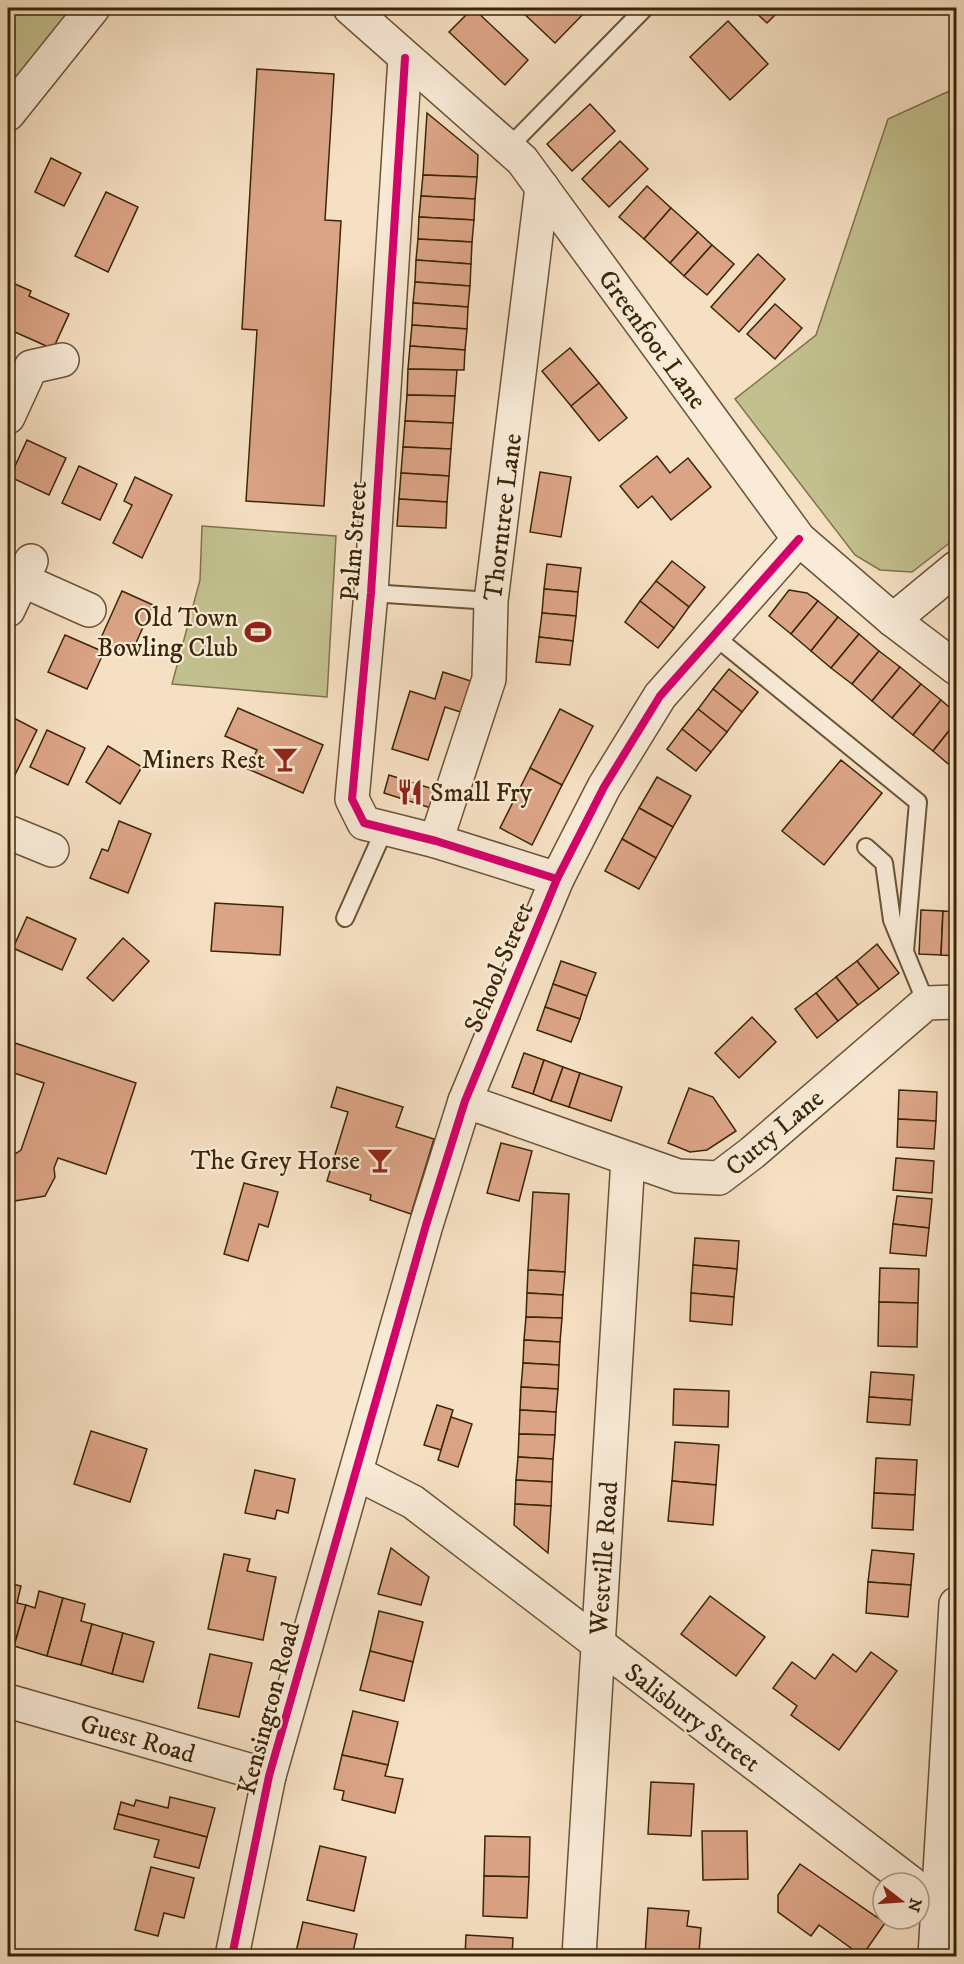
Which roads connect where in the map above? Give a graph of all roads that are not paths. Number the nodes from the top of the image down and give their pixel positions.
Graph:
1 (93, 8) edge
2 (350, 8) edge
3 (645, 8) edge
4 (405, 58) junction
5 (8, 114) edge
6 (508, 148) junction
7 (542, 187) junction
8 (62, 360) dead end
9 (8, 417) edge
10 (800, 539) junction
11 (957, 568) edge
12 (371, 592) junction
13 (490, 601) junction
14 (8, 610) edge
15 (89, 610) dead end
16 (893, 620) junction
17 (713, 635) junction
18 (957, 668) edge
19 (385, 828) junction
20 (8, 832) edge
21 (436, 841) junction
22 (866, 847) dead end
23 (52, 850) dead end
24 (558, 879) junction
25 (345, 918) dead end
26 (905, 951) junction
27 (941, 1002) edge
28 (465, 1101) junction
29 (628, 1159) junction
30 (356, 1473) junction
31 (957, 1604) edge
32 (598, 1644) junction
33 (8, 1701) edge
34 (953, 1704) edge
35 (269, 1776) junction
36 (895, 1871) edge
37 (938, 1904) edge
38 (232, 1956) edge
39 (579, 1956) edge
40 (935, 1956) edge

1 - 5 street
2 - 4 street, Greenfoot Lane
3 - 6 lane
4 - 6 street, Greenfoot Lane
4 - 12 street, Palm Street
6 - 7 street, Greenfoot Lane
7 - 10 street, Greenfoot Lane
7 - 13 street, Thorntree Lane
8 - 9 street
10 - 16 street, Greenfoot Lane
10 - 17 street, School Street
11 - 16 street
12 - 13 lane
12 - 19 street, Palm Street
13 - 21 street, Thorntree Lane
14 - 15 street
16 - 18 street, Greenfoot Lane
17 - 24 street, School Street
17 - 26 lane
19 - 21 street, Palm Street
19 - 25 lane
20 - 23 street
21 - 24 street, Palm Street
22 - 26 lane
24 - 28 street, School Street
26 - 27 lane
27 - 29 street, Cutty Lane
28 - 29 street, Cutty Lane
28 - 30 street, School Street
29 - 32 street, Westville Road
30 - 32 street, Salisbury Street
30 - 35 street, Kensington Road
31 - 34 street
32 - 36 street, Salisbury Street
32 - 39 street, Westville Road
33 - 35 street, Guest Road
34 - 37 street
35 - 38 street, Kensington Road
37 - 40 street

▸ **Exercise**
Line by line, write out the material exactly, leaving the images out.

▸ **Exercise output**
Which roads connect where in the map above? Give a graph of all roads that are not paths. Number the nodes from the top of the image down and give their pixel positions.
Graph:
1 (93, 8) edge
2 (350, 8) edge
3 (645, 8) edge
4 (405, 58) junction
5 (8, 114) edge
6 (508, 148) junction
7 (542, 187) junction
8 (62, 360) dead end
9 (8, 417) edge
10 (800, 539) junction
11 (957, 568) edge
12 (371, 592) junction
13 (490, 601) junction
14 (8, 610) edge
15 (89, 610) dead end
16 (893, 620) junction
17 (713, 635) junction
18 (957, 668) edge
19 (385, 828) junction
20 (8, 832) edge
21 (436, 841) junction
22 (866, 847) dead end
23 (52, 850) dead end
24 (558, 879) junction
25 (345, 918) dead end
26 (905, 951) junction
27 (941, 1002) edge
28 (465, 1101) junction
29 (628, 1159) junction
30 (356, 1473) junction
31 (957, 1604) edge
32 (598, 1644) junction
33 (8, 1701) edge
34 (953, 1704) edge
35 (269, 1776) junction
36 (895, 1871) edge
37 (938, 1904) edge
38 (232, 1956) edge
39 (579, 1956) edge
40 (935, 1956) edge

1 - 5 street
2 - 4 street, Greenfoot Lane
3 - 6 lane
4 - 6 street, Greenfoot Lane
4 - 12 street, Palm Street
6 - 7 street, Greenfoot Lane
7 - 10 street, Greenfoot Lane
7 - 13 street, Thorntree Lane
8 - 9 street
10 - 16 street, Greenfoot Lane
10 - 17 street, School Street
11 - 16 street
12 - 13 lane
12 - 19 street, Palm Street
13 - 21 street, Thorntree Lane
14 - 15 street
16 - 18 street, Greenfoot Lane
17 - 24 street, School Street
17 - 26 lane
19 - 21 street, Palm Street
19 - 25 lane
20 - 23 street
21 - 24 street, Palm Street
22 - 26 lane
24 - 28 street, School Street
26 - 27 lane
27 - 29 street, Cutty Lane
28 - 29 street, Cutty Lane
28 - 30 street, School Street
29 - 32 street, Westville Road
30 - 32 street, Salisbury Street
30 - 35 street, Kensington Road
31 - 34 street
32 - 36 street, Salisbury Street
32 - 39 street, Westville Road
33 - 35 street, Guest Road
34 - 37 street
35 - 38 street, Kensington Road
37 - 40 street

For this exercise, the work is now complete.